Pianiste de formation classique, chanteuse, auteure, compositrice, arrangeuse, réalisatrice de ses propres albums, globe-trotteuse, Macha Gharibian a créé son univers en vivant l’expérience du jazz à New York, qui s’entremêle avec la culture arménienne de ses ancêtres, et la culture parisienne. Victoire du Jazz 2020 dans la catégorie « Révélation », Macha Gharibian était l’invitée de la soirée La France des solutions, le 15 décembre à la Maison de la radio et de la musique. L’opportunité de revenir sur son parcours et sa vision de la créativité, thème de l’événement Reporters d’Espoirs.
Quelles sont vos sources d’inspiration ?
La trame que j’ai suivie est celle de la chanson populaire, qui est très riche mélodiquement. Inspirée par le jazz et par mon parcours de pianiste classique, j’ai eu le goût de l’étoffer avec les couleurs qu’offre mon instrument harmonique. Enrichir l’harmonie des chansons existantes, en puisant dans mes différentes influences , répond à une réelle envie.
Quand je crée un arrangement musical, j’ai des inspirations qui peuvent venir de Ravel, Debussy, de la musique que j’ai entendue étant enfant, qu’elle soit classique ou par exemple arménienne. Et les pianistes de jazz comme Thelonious Monk ou Keith Jarrett sont également des inspirateurs. Quand je revisite la musique arménienne, j’ajoute un nouveau prisme, en la jouant à la manière d’un standard de jazz.
En plus de pianiste, vous êtes chanteuse. Mais vous vous laissez volontiers guider par la voix des autres.
Parce que je suis chanteuse, j’adore accompagner le chant des autres en étant concentrée sur mon rôle de pianiste. J’aime laisser beaucoup de liberté aux artistes avec lesquels je travaille.

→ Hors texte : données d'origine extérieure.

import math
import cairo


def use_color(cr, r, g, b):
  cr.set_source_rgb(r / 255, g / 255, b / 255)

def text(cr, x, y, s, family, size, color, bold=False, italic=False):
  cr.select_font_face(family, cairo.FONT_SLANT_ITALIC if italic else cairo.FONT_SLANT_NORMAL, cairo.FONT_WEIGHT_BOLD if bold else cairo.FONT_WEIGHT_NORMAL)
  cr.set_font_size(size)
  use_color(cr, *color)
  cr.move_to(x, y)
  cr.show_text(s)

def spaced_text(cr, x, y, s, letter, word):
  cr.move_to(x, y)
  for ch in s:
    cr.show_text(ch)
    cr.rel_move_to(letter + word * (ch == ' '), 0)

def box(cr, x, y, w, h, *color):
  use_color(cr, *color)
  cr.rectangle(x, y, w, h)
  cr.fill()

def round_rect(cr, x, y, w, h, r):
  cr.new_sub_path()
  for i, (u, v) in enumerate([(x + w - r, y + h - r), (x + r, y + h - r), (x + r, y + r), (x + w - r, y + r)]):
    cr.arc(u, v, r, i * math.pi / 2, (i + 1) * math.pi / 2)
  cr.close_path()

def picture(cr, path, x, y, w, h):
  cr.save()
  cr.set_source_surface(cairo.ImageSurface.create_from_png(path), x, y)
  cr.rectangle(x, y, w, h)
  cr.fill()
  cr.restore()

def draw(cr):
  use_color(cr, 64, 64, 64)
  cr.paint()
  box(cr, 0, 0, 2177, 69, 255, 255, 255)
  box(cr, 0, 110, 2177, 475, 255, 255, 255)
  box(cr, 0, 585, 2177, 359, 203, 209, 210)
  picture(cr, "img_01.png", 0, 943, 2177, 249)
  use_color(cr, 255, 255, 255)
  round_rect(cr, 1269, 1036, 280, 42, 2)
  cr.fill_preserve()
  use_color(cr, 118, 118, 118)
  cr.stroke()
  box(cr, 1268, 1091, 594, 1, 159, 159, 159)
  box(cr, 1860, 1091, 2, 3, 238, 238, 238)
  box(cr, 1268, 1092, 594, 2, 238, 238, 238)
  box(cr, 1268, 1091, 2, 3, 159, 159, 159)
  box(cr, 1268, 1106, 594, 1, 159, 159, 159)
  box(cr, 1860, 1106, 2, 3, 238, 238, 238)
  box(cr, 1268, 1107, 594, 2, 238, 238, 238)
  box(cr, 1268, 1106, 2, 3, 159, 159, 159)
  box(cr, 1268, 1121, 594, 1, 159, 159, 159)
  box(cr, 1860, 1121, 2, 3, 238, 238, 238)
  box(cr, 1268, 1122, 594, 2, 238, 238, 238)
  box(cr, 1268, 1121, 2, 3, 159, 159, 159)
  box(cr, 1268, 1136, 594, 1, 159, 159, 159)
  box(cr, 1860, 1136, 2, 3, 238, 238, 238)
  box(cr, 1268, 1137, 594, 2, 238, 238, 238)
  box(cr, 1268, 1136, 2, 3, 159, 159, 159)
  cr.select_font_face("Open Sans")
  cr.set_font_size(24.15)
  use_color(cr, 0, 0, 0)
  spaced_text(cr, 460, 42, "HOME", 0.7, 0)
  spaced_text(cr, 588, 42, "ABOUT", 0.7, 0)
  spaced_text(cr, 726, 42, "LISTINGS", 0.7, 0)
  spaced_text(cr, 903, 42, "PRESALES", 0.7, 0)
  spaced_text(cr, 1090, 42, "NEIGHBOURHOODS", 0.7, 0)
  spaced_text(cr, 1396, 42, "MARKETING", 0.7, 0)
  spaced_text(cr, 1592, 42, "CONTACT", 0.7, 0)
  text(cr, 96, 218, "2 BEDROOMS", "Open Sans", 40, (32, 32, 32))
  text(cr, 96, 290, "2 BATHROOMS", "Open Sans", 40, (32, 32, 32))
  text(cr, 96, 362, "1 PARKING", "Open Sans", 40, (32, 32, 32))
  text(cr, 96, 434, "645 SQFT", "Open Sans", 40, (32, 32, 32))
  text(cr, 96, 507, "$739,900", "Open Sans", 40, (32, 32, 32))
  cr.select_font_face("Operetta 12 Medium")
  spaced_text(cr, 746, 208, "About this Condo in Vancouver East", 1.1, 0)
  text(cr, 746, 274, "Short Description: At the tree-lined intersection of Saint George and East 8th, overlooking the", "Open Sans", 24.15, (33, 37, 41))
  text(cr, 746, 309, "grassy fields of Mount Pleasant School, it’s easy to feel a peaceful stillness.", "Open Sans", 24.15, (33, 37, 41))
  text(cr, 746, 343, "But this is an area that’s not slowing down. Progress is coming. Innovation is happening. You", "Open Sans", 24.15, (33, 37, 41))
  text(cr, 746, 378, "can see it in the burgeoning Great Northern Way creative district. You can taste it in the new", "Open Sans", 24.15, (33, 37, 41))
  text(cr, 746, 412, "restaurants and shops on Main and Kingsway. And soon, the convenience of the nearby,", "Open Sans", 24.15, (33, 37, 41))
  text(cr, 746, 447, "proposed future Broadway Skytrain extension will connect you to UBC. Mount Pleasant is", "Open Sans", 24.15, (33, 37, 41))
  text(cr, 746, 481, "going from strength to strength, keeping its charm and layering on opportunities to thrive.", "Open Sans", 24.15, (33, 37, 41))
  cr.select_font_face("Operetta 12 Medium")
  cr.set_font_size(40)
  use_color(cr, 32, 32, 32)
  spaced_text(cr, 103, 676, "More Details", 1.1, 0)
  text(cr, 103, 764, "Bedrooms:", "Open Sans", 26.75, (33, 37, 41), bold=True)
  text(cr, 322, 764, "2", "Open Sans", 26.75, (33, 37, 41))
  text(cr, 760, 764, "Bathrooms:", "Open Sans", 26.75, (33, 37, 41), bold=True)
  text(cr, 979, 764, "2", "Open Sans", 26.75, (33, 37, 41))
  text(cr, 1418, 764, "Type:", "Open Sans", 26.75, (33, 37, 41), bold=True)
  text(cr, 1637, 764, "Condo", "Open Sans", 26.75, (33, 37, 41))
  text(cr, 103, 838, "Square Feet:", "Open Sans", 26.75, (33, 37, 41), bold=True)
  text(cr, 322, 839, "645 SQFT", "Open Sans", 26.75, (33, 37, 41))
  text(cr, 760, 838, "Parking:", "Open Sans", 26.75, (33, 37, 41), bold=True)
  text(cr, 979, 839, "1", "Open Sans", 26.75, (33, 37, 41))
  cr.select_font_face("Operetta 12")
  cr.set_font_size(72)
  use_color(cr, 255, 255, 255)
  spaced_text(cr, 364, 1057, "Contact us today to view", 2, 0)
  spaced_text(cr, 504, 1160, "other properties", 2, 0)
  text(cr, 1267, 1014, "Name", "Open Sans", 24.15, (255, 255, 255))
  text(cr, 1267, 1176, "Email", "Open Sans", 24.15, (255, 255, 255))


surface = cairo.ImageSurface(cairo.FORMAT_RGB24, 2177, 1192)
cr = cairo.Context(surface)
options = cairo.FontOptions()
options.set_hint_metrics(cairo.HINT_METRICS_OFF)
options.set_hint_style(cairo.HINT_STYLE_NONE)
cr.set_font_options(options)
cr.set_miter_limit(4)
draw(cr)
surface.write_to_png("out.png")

En travaillant l’indépendance des mains, on travaille certes la capacité à faire deux choses en même temps, mais l’une, généralement la voix, prend toujours le dessus. En accompagnant ma propre voix de chanteuse, le jeu pianistique s’en trouve simplifié . A contrario, à ne jouer qu’une seule corde de mon arc, je me trouve dans la musique et dans l’instant, pleinement investie, avec l’impression parfois d’être meilleure. Meilleure parce que plus libre, plus inventive.
Comment émerge le processus créatif selon vous ?
L’échange est au cœur du processus créatif. Pour un musicien de jazz, chaque concert est unique. Et la musique est imprégnée de ce que nous vivons en tant que personne, de ce que nous échangeons en tant que musicien, sur le moment. Chaque artiste bondit sur la création de l’autre. L’échange d’énergie avec le public est également une source d’inspiration. Nous n’avons pas la même vibration lorsque nous jouons dans un petit club de jazz où nous sentons le public tout près de nous, ou lorsque nous jouons devant une salle de 1000 personnes. Je me souviens d’un concert en Algérie, à Constantine, où les notes orientales de ma musique ont trouvé écho dans le public qui s’est exclamé, a partagé son enthousiasme avec nous en se mettant à danser.
L’improvisation est au cœur de votre art. Vous vous y êtes adonné le 15 décembre à l’occasion de la soirée Reporters d’Espoirs, où vous avez interagit avec 4 jeunes danseurs, à partir des mots, expériences, initiatives que vous avez entendues à travers les initiatives d’acteurs de solutions économiques, sociales, écologiques…
L’improvisation est au cœur du « free jazz » auquel j’aime m’adonner. Chacun assume son vocabulaire, sa partition, tout en écoutant l’autre. Cela nous amène à penser de manière plus globale, orchestrale, les personnalités s’amalgamant sans perdre de leur unicité, leur singularité. Ce qui est vrai pour le free jazz l’est aussi pour le mélange des disciplines – par exemple de la danse, des mots, et de l’instrumental à la fois.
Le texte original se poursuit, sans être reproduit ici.